> _TASK ITEM_: Reproduce all the data exactly, without pictures.
---------- INFORMATION GIVEN
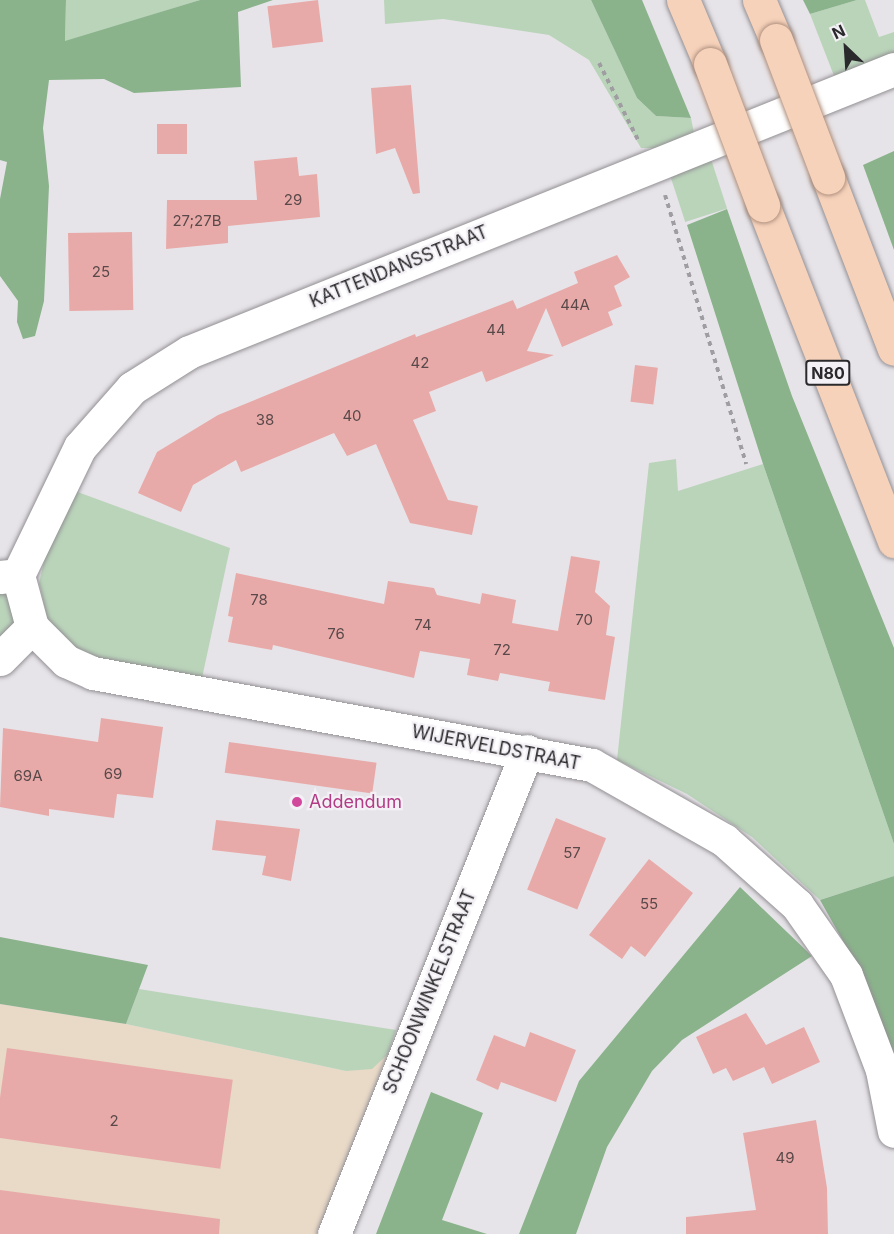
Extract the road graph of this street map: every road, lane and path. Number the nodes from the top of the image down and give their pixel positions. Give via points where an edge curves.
1 (683, 0) edge
2 (759, 0) edge
3 (599, 63) dead end
4 (892, 75) edge
5 (650, 167) junction
6 (894, 350) edge
7 (746, 464) dead end
8 (894, 541) edge
9 (9, 576) edge
10 (32, 627) junction
11 (0, 658) edge
12 (527, 751) junction
13 (894, 1131) edge
14 (334, 1234) edge

1 - 8 highway, N80, bridge
2 - 6 highway, bridge
3 - 5 path
4 - 5 street, KATTENDANSSTRAAT
5 - 7 path via 672,211
5 - 9 street, KATTENDANSSTRAAT via 189,352 132,388 80,447
9 - 10 street, WIJERVELDSTRAAT
10 - 11 street
10 - 12 street, WIJERVELDSTRAAT via 66,661 93,673
12 - 13 street, WIJERVELDSTRAAT via 592,765 644,792 724,840 797,904 846,975 882,1070
12 - 14 street, SCHOONWINKELSTRAAT

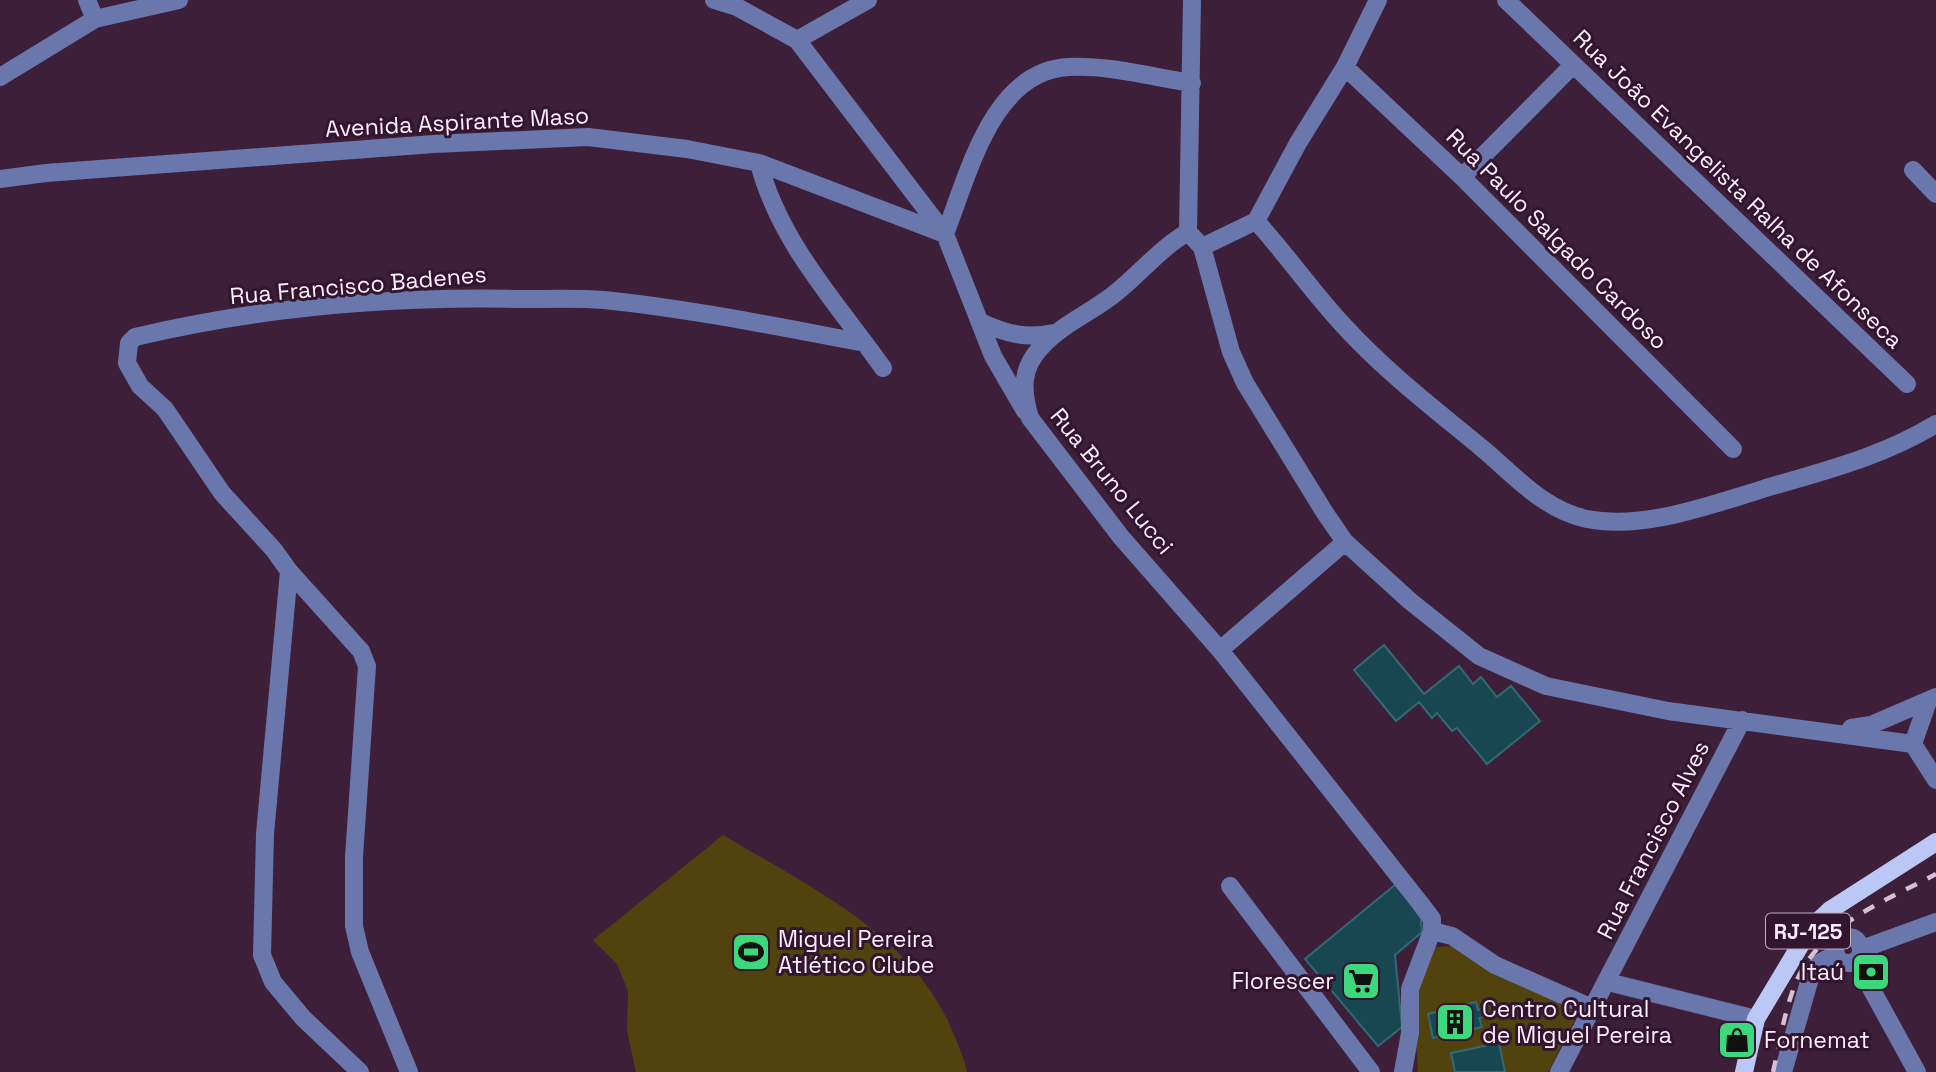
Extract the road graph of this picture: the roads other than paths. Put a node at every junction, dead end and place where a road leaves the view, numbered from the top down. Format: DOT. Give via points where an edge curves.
graph roads {
  1 [pos="87,0"];
  2 [pos="179,0"];
  3 [pos="713,0"];
  4 [pos="868,0"];
  5 [pos="1192,0"];
  6 [pos="1378,0"];
  7 [pos="1506,0"];
  8 [pos="95,19"];
  9 [pos="797,40"];
  10 [pos="1573,65"];
  11 [pos="1345,67"];
  12 [pos="0,77"];
  13 [pos="1192,83"];
  14 [pos="759,163"];
  15 [pos="1913,170"];
  16 [pos="1462,177"];
  17 [pos="0,180"];
  18 [pos="1936,194"];
  19 [pos="1256,221"];
  20 [pos="1188,232"];
  21 [pos="945,234"];
  22 [pos="1202,247"];
  23 [pos="981,322"];
  24 [pos="1055,333"];
  25 [pos="865,343"];
  26 [pos="883,368"];
  27 [pos="1907,384"];
  28 [pos="1030,418"];
  29 [pos="1936,424"];
  30 [pos="1732,449"];
  31 [pos="1345,542"];
  32 [pos="289,571"];
  33 [pos="1220,650"];
  34 [pos="1932,699"];
  35 [pos="1742,720"];
  36 [pos="1832,731"];
  37 [pos="1913,744"];
  38 [pos="1936,780"];
  39 [pos="1936,842"];
  40 [pos="1230,886"];
  41 [pos="1830,910"];
  42 [pos="1936,922"];
  43 [pos="1432,931"];
  44 [pos="1844,938"];
  45 [pos="1836,954"];
  46 [pos="1859,955"];
  47 [pos="1608,982"];
  48 [pos="1773,988"];
  49 [pos="1803,994"];
  50 [pos="1592,1009"];
  51 [pos="1756,1019"];
  52 [pos="360,1072"];
  53 [pos="409,1072"];
  54 [pos="1371,1072"];
  55 [pos="1403,1072"];
  56 [pos="1559,1072"];
  57 [pos="1744,1072"];
  58 [pos="1783,1072"];
  59 [pos="1917,1072"];
  1 -- 8 [label="street"];
  2 -- 8 [label="street"];
  3 -- 9 [label="street" via="737,7"];
  4 -- 9 [label="street"];
  5 -- 13 [label="street"];
  6 -- 11 [label="street"];
  7 -- 10 [label="street, Rua João Evangelista Ralha de Afonseca"];
  8 -- 12 [label="street"];
  9 -- 21 [label="street"];
  10 -- 16 [label="street"];
  10 -- 27 [label="street, Rua João Evangelista Ralha de Afonseca"];
  11 -- 16 [label="street, Rua Paulo Salgado Cardoso"];
  11 -- 19 [label="street"];
  13 -- 20 [label="street"];
  13 -- 21 [label="street" via="1092,68 1042,72 992,116"];
  14 -- 17 [label="street, Avenida Aspirante Maso" via="588,137 434,144"];
  14 -- 21 [label="street, Avenida Aspirante Maso"];
  14 -- 25 [label="street" via="780,223"];
  15 -- 18 [label="street"];
  16 -- 30 [label="street, Rua Paulo Salgado Cardoso"];
  19 -- 22 [label="street"];
  19 -- 29 [label="street" via="1345,328 1423,402 1537,496 1588,519 1648,518 1702,508 1854,463"];
  20 -- 22 [label="street"];
  20 -- 24 [label="street, Rua Bruno Lucci" via="1117,292"];
  21 -- 23 [label="street"];
  22 -- 31 [label="street" via="1231,352 1245,383"];
  23 -- 24 [label="street" via="1005,334"];
  23 -- 28 [label="street" via="1003,377"];
  24 -- 28 [label="street, Rua Bruno Lucci" via="1033,357 1025,379"];
  25 -- 26 [label="street"];
  25 -- 32 [label="street, Rua Francisco Badenes" via="601,300 483,298 284,312 135,337 127,351 130,370 140,386 165,409 222,493"];
  28 -- 33 [label="street, Rua Bruno Lucci" via="1121,537"];
  31 -- 33 [label="street"];
  31 -- 35 [label="street" via="1410,601 1490,661 1546,686 1668,711"];
  32 -- 52 [label="street" via="265,834 262,955 274,982 303,1018"];
  32 -- 53 [label="street" via="361,651 367,666 354,926 360,952"];
  33 -- 43 [label="street, Rua Bruno Lucci" via="1420,903 1432,919"];
  34 -- 36 [label="street" via="1871,725"];
  34 -- 37 [label="street"];
  35 -- 36 [label="street"];
  35 -- 47 [label="street, Rua Francisco Alves"];
  36 -- 37 [label="street"];
  37 -- 38 [label="street"];
  39 -- 41 [label="main road, RJ-125"];
  40 -- 54 [label="street"];
  41 -- 44 [label="street"];
  41 -- 48 [label="main road, RJ-125" via="1797,947"];
  42 -- 46 [label="street"];
  43 -- 50 [label="street" via="1452,936 1495,964"];
  43 -- 55 [label="street" via="1410,989 1410,1033"];
  44 -- 45 [label="street" via="1837,944"];
  44 -- 46 [label="street" via="1856,939"];
  45 -- 46 [label="street" via="1846,963"];
  45 -- 49 [label="street" via="1815,968"];
  46 -- 59 [label="street"];
  47 -- 50 [label="street, Rua Francisco Alves"];
  47 -- 51 [label="street"];
  48 -- 49 [label="street"];
  48 -- 51 [label="main road, RJ-125"];
  49 -- 58 [label="street"];
  50 -- 56 [label="street, Rua Francisco Alves"];
  51 -- 57 [label="main road, RJ-125"];
}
--------------------
> _SOLUTION TO THIS TASK_:
Extract the road graph of this street map: every road, lane and path. Number the nodes from the top of the image down and give their pixel positions. Give via points where an edge curves.
1 (683, 0) edge
2 (759, 0) edge
3 (599, 63) dead end
4 (892, 75) edge
5 (650, 167) junction
6 (894, 350) edge
7 (746, 464) dead end
8 (894, 541) edge
9 (9, 576) edge
10 (32, 627) junction
11 (0, 658) edge
12 (527, 751) junction
13 (894, 1131) edge
14 (334, 1234) edge

1 - 8 highway, N80, bridge
2 - 6 highway, bridge
3 - 5 path
4 - 5 street, KATTENDANSSTRAAT
5 - 7 path via 672,211
5 - 9 street, KATTENDANSSTRAAT via 189,352 132,388 80,447
9 - 10 street, WIJERVELDSTRAAT
10 - 11 street
10 - 12 street, WIJERVELDSTRAAT via 66,661 93,673
12 - 13 street, WIJERVELDSTRAAT via 592,765 644,792 724,840 797,904 846,975 882,1070
12 - 14 street, SCHOONWINKELSTRAAT

Extract the road graph of this picture: the roads other than paths. Put a node at every junction, dead end and place where a road leaves the view, numbered from the top down. Format: DOT. Give via points where an edge curves.
graph roads {
  1 [pos="87,0"];
  2 [pos="179,0"];
  3 [pos="713,0"];
  4 [pos="868,0"];
  5 [pos="1192,0"];
  6 [pos="1378,0"];
  7 [pos="1506,0"];
  8 [pos="95,19"];
  9 [pos="797,40"];
  10 [pos="1573,65"];
  11 [pos="1345,67"];
  12 [pos="0,77"];
  13 [pos="1192,83"];
  14 [pos="759,163"];
  15 [pos="1913,170"];
  16 [pos="1462,177"];
  17 [pos="0,180"];
  18 [pos="1936,194"];
  19 [pos="1256,221"];
  20 [pos="1188,232"];
  21 [pos="945,234"];
  22 [pos="1202,247"];
  23 [pos="981,322"];
  24 [pos="1055,333"];
  25 [pos="865,343"];
  26 [pos="883,368"];
  27 [pos="1907,384"];
  28 [pos="1030,418"];
  29 [pos="1936,424"];
  30 [pos="1732,449"];
  31 [pos="1345,542"];
  32 [pos="289,571"];
  33 [pos="1220,650"];
  34 [pos="1932,699"];
  35 [pos="1742,720"];
  36 [pos="1832,731"];
  37 [pos="1913,744"];
  38 [pos="1936,780"];
  39 [pos="1936,842"];
  40 [pos="1230,886"];
  41 [pos="1830,910"];
  42 [pos="1936,922"];
  43 [pos="1432,931"];
  44 [pos="1844,938"];
  45 [pos="1836,954"];
  46 [pos="1859,955"];
  47 [pos="1608,982"];
  48 [pos="1773,988"];
  49 [pos="1803,994"];
  50 [pos="1592,1009"];
  51 [pos="1756,1019"];
  52 [pos="360,1072"];
  53 [pos="409,1072"];
  54 [pos="1371,1072"];
  55 [pos="1403,1072"];
  56 [pos="1559,1072"];
  57 [pos="1744,1072"];
  58 [pos="1783,1072"];
  59 [pos="1917,1072"];
  1 -- 8 [label="street"];
  2 -- 8 [label="street"];
  3 -- 9 [label="street" via="737,7"];
  4 -- 9 [label="street"];
  5 -- 13 [label="street"];
  6 -- 11 [label="street"];
  7 -- 10 [label="street, Rua João Evangelista Ralha de Afonseca"];
  8 -- 12 [label="street"];
  9 -- 21 [label="street"];
  10 -- 16 [label="street"];
  10 -- 27 [label="street, Rua João Evangelista Ralha de Afonseca"];
  11 -- 16 [label="street, Rua Paulo Salgado Cardoso"];
  11 -- 19 [label="street"];
  13 -- 20 [label="street"];
  13 -- 21 [label="street" via="1092,68 1042,72 992,116"];
  14 -- 17 [label="street, Avenida Aspirante Maso" via="588,137 434,144"];
  14 -- 21 [label="street, Avenida Aspirante Maso"];
  14 -- 25 [label="street" via="780,223"];
  15 -- 18 [label="street"];
  16 -- 30 [label="street, Rua Paulo Salgado Cardoso"];
  19 -- 22 [label="street"];
  19 -- 29 [label="street" via="1345,328 1423,402 1537,496 1588,519 1648,518 1702,508 1854,463"];
  20 -- 22 [label="street"];
  20 -- 24 [label="street, Rua Bruno Lucci" via="1117,292"];
  21 -- 23 [label="street"];
  22 -- 31 [label="street" via="1231,352 1245,383"];
  23 -- 24 [label="street" via="1005,334"];
  23 -- 28 [label="street" via="1003,377"];
  24 -- 28 [label="street, Rua Bruno Lucci" via="1033,357 1025,379"];
  25 -- 26 [label="street"];
  25 -- 32 [label="street, Rua Francisco Badenes" via="601,300 483,298 284,312 135,337 127,351 130,370 140,386 165,409 222,493"];
  28 -- 33 [label="street, Rua Bruno Lucci" via="1121,537"];
  31 -- 33 [label="street"];
  31 -- 35 [label="street" via="1410,601 1490,661 1546,686 1668,711"];
  32 -- 52 [label="street" via="265,834 262,955 274,982 303,1018"];
  32 -- 53 [label="street" via="361,651 367,666 354,926 360,952"];
  33 -- 43 [label="street, Rua Bruno Lucci" via="1420,903 1432,919"];
  34 -- 36 [label="street" via="1871,725"];
  34 -- 37 [label="street"];
  35 -- 36 [label="street"];
  35 -- 47 [label="street, Rua Francisco Alves"];
  36 -- 37 [label="street"];
  37 -- 38 [label="street"];
  39 -- 41 [label="main road, RJ-125"];
  40 -- 54 [label="street"];
  41 -- 44 [label="street"];
  41 -- 48 [label="main road, RJ-125" via="1797,947"];
  42 -- 46 [label="street"];
  43 -- 50 [label="street" via="1452,936 1495,964"];
  43 -- 55 [label="street" via="1410,989 1410,1033"];
  44 -- 45 [label="street" via="1837,944"];
  44 -- 46 [label="street" via="1856,939"];
  45 -- 46 [label="street" via="1846,963"];
  45 -- 49 [label="street" via="1815,968"];
  46 -- 59 [label="street"];
  47 -- 50 [label="street, Rua Francisco Alves"];
  47 -- 51 [label="street"];
  48 -- 49 [label="street"];
  48 -- 51 [label="main road, RJ-125"];
  49 -- 58 [label="street"];
  50 -- 56 [label="street, Rua Francisco Alves"];
  51 -- 57 [label="main road, RJ-125"];
}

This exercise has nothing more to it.